Sexisme dans la culture du cannabis Partie 1

En tant que femme qui écrit sur le cannabis pour gagner sa vie, j’ai connu un certain sexisme dans la communauté du cannabis. Généralement, les gens, souvent des hommes, sont surpris quand je sais de quoi je parle malgré le fait d’avoir fait cela pendant une décennie. Ou supposez que j’écris des articles de clickbait sans véritable sujet. Après avoir récemment fait dire à un homme les mots « regarde-toi, petit professionnel » quand j’ai expliqué comment fonctionnait la culture d’armoires, j’en ai juste eu assez.
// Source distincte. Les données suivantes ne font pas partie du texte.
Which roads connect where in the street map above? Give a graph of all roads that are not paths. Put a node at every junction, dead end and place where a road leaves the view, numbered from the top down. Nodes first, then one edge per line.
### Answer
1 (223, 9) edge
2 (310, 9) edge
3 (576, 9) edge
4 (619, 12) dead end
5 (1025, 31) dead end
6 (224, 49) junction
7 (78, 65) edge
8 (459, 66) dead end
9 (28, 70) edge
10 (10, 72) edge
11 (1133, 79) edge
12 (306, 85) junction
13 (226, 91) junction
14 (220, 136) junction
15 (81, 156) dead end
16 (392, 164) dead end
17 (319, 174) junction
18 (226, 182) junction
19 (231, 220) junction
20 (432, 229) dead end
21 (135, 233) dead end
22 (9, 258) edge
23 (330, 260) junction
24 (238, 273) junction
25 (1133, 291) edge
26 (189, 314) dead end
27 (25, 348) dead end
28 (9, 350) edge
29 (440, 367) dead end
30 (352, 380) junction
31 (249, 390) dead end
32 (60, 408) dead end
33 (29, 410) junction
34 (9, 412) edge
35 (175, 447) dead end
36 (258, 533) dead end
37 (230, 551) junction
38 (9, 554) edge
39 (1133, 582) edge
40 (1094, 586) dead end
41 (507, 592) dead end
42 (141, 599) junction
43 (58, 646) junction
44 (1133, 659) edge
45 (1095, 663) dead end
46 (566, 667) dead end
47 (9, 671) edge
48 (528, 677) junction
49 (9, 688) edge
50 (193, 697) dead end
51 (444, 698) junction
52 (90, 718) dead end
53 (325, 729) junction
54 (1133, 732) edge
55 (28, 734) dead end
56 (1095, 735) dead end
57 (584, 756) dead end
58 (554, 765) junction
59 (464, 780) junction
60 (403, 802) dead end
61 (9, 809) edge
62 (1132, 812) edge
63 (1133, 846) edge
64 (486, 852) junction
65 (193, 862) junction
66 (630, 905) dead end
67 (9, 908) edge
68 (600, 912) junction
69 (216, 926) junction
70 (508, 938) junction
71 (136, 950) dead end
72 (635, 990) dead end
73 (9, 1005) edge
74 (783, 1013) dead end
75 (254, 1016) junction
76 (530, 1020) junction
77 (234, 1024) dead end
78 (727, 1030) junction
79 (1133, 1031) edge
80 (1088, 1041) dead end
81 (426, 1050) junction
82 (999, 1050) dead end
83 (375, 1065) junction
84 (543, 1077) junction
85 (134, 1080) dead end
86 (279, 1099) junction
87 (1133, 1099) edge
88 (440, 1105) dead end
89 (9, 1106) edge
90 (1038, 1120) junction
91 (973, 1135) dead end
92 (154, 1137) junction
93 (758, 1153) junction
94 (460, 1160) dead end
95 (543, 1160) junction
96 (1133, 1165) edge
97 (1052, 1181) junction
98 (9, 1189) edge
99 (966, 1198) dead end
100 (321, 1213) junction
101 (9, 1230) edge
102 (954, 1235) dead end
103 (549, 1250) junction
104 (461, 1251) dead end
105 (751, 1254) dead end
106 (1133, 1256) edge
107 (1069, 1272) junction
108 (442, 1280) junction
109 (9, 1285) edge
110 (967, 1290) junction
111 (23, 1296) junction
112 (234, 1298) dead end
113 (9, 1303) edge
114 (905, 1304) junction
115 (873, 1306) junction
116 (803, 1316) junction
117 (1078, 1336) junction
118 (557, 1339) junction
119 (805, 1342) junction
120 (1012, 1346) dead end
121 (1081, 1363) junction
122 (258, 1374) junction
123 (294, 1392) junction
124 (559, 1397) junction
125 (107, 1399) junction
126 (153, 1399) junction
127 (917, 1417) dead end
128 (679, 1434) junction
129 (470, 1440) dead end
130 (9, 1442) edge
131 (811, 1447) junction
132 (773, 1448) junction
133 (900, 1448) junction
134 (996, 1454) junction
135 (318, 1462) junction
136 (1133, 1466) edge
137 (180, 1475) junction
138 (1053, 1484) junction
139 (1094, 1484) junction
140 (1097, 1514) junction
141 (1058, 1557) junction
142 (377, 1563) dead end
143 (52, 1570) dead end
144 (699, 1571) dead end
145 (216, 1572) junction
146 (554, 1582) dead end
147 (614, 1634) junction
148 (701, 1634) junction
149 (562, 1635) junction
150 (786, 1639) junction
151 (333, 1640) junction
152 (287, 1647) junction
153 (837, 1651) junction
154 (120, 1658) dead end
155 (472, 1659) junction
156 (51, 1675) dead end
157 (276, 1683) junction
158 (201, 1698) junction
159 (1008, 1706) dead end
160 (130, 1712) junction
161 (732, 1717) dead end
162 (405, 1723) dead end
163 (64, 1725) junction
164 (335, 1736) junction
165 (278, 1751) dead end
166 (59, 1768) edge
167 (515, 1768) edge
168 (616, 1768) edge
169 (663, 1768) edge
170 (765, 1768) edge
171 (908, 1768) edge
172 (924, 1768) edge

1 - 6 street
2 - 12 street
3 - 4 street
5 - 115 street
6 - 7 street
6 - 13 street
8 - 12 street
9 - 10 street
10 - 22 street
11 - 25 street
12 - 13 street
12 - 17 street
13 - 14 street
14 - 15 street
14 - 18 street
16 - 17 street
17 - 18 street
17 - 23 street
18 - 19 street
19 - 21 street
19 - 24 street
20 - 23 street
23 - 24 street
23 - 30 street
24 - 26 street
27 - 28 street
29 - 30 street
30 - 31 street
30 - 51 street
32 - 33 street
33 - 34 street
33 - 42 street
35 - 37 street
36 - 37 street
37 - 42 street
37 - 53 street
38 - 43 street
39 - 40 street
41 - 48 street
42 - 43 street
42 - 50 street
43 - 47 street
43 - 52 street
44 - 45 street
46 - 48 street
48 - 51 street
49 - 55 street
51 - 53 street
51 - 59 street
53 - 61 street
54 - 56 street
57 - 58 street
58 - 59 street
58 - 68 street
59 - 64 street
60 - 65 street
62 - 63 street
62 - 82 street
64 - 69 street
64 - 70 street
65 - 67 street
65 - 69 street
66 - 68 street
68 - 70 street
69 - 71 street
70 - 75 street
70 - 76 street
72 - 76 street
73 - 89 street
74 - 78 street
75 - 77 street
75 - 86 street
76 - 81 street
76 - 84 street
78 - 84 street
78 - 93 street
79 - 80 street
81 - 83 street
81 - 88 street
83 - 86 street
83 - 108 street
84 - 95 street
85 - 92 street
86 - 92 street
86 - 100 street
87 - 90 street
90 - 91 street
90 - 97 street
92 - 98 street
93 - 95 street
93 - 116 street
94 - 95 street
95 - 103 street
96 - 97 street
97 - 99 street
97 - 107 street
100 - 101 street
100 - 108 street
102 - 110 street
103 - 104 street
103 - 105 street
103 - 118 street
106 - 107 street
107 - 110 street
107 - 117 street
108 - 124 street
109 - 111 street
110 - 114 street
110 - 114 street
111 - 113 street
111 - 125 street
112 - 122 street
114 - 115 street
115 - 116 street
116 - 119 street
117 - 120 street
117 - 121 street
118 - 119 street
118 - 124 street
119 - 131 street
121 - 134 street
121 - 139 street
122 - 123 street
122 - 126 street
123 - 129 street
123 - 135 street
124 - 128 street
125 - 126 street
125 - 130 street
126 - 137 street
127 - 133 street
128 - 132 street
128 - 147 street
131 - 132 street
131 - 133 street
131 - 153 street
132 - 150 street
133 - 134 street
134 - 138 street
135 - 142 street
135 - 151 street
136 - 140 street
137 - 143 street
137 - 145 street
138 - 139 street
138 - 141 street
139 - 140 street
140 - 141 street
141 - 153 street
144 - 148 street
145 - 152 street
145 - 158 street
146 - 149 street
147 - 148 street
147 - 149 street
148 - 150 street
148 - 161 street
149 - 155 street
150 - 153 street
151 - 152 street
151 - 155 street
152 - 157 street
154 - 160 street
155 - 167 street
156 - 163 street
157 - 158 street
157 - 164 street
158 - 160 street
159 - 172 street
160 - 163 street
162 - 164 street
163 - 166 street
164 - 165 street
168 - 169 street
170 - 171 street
J’ai décidé de faire une petite expérience et j’ai demandé à un ami masculin de dire aux gens qu’il faisait mon travail. S’il disait aux hommes qu’il écrivait sur le cannabis, l’intérêt était beaucoup plus élevé. On a supposé qu’il écrivait sur des sujets techniques et bien documentés et immédiatement il a été accepté comme compétent dans le domaine. Personne n’a dit « Eh bien, pourquoi ne me dis-tu pas ce que j’ai besoin de cultiver dans mon placard alors? » ou « Ok alors quelle est la différence entre Sativa et Indica? » Le niveau suivant consistait à regarder plus loin et à voir si c’était juste moi qui vivais ce genre de chose. Bien sûr, ce n’était pas le cas. Après très peu de recherches, j’ai trouvé des tonnes d’articles sur le sexisme systémique de la communauté du cannabis ainsi que des histoires anecdotiques de femmes professionnelles de l’industrie. Cela m’a poussé à chercher plus loin et à voir si je pouvais trouver pourquoi le sexisme est si courant dans la société du cannabis, si quelque chose change et où nous prévoyons d’aller à partir de là.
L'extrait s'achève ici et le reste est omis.